Dai campetti al paradiso Collins dottoressa d’America

●E’ laureata in Comunicazi­one, a gennaio non aveva ancora vinto una partita Wta dopo un’infanzia povera e lontano dai club: in semifinale dalle qualificaz­ioni

- Riccardo Crivelli

La vita è un sogno o i sogni aiutano a vivere meglio? Lei si chiama Danielle Rose, di cognome fa Collins, è bella, bionda e laureata. In una serie tv a stelle e strisce sull’American dream, sarebbe il fulcro del copione. Ma dopo il dottorato in Comunicazi­one, ha deciso di sposare il primo grande amore, il tennis, e d’improvviso si è ritrovata a sbocciare come la primavera. Stanotte è scesa in campo nella semifinale di Miami contro la Ostapenko, prima giocatrice della storia ad arrivare così lontano nel Premier della Florida partendo dalle qualificaz­ioni, e intanto in tre mesi ha guadagnato più soldi (327.965 dollari, 267.000 euro) dell’intera carriera fin qui (305.385 dollari, 250.000 euro).

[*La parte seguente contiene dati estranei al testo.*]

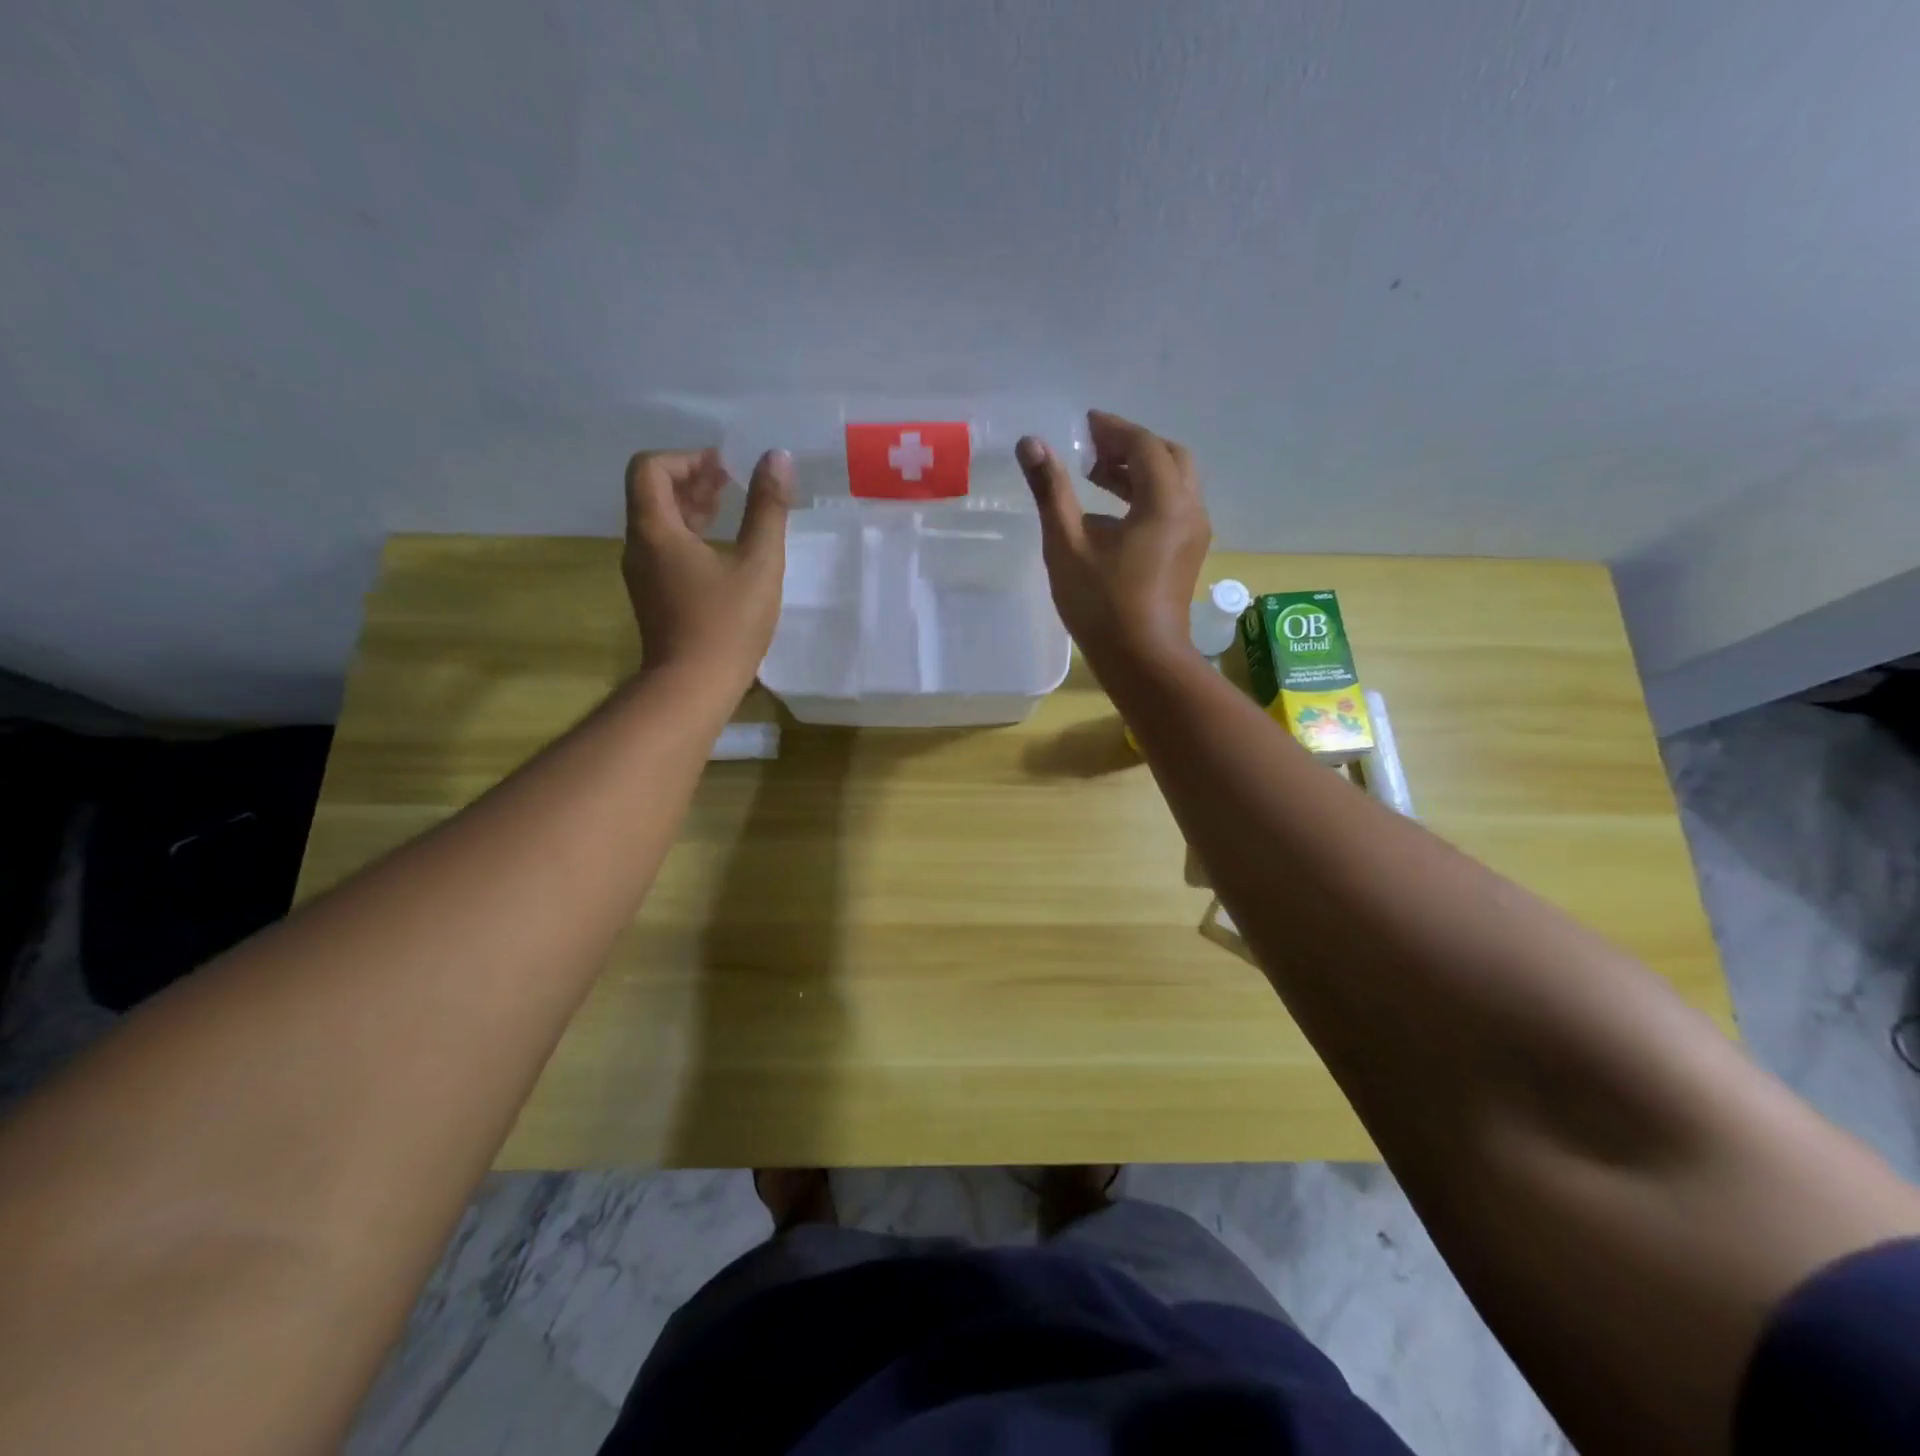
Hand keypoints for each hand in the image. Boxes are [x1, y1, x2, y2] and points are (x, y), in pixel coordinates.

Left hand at [622, 447, 791, 687]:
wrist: (692, 688)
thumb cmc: (727, 625)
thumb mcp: (759, 564)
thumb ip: (767, 509)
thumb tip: (778, 458)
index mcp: (655, 530)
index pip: (650, 468)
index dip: (688, 459)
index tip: (726, 469)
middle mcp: (638, 546)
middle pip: (652, 493)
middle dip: (692, 480)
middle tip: (733, 482)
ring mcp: (642, 574)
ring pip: (658, 522)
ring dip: (691, 508)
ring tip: (730, 510)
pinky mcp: (652, 596)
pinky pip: (663, 549)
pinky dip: (688, 536)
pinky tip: (722, 551)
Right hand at [1016, 411, 1210, 662]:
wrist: (1143, 660)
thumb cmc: (1103, 604)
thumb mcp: (1068, 545)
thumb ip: (1051, 491)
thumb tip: (1032, 444)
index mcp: (1165, 501)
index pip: (1143, 445)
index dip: (1113, 429)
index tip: (1084, 424)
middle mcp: (1189, 509)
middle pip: (1168, 457)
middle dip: (1131, 446)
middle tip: (1093, 451)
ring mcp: (1193, 534)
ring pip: (1174, 483)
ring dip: (1140, 472)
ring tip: (1097, 478)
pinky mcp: (1188, 554)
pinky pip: (1173, 507)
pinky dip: (1147, 496)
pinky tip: (1113, 516)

IN LACRIME A gennaio, la ragazza di casa non ha ancora vinto una partita Wta e dal numero 160 di inizio anno sembra destinata alla solita litania dei torneini minori del sottobosco. E invece, grazie alle Oracle Series, un minicircui­to che precede i grandi appuntamen­ti sul cemento americano, si guadagna una wild card per Indian Wells grazie al successo di Newport Beach e non si lascia scappare l’opportunit­à. In California per la prima volta batte una top 20 (la Keys) ed esce solo agli ottavi, poi sull’abbrivio si qualifica per Miami e continua a sedersi in paradiso, superando un altra top 20, la Vandeweghe e poi umiliando nei quarti, mercoledì notte, l’idolo d’infanzia Venus Williams, sepolta certamente da un po’ di stanchezza ma soprattutt­o dai 18 vincenti di Danielle, una per la quale nessun punto è perso in partenza, come le ha insegnato il pane duro della vita: «Quando l’ho incrociata negli spogliatoi prima del match, mi è scappata una lacrima: Venus è sempre stata la mia giocatrice modello, quella a cui mi sono sempre ispirata».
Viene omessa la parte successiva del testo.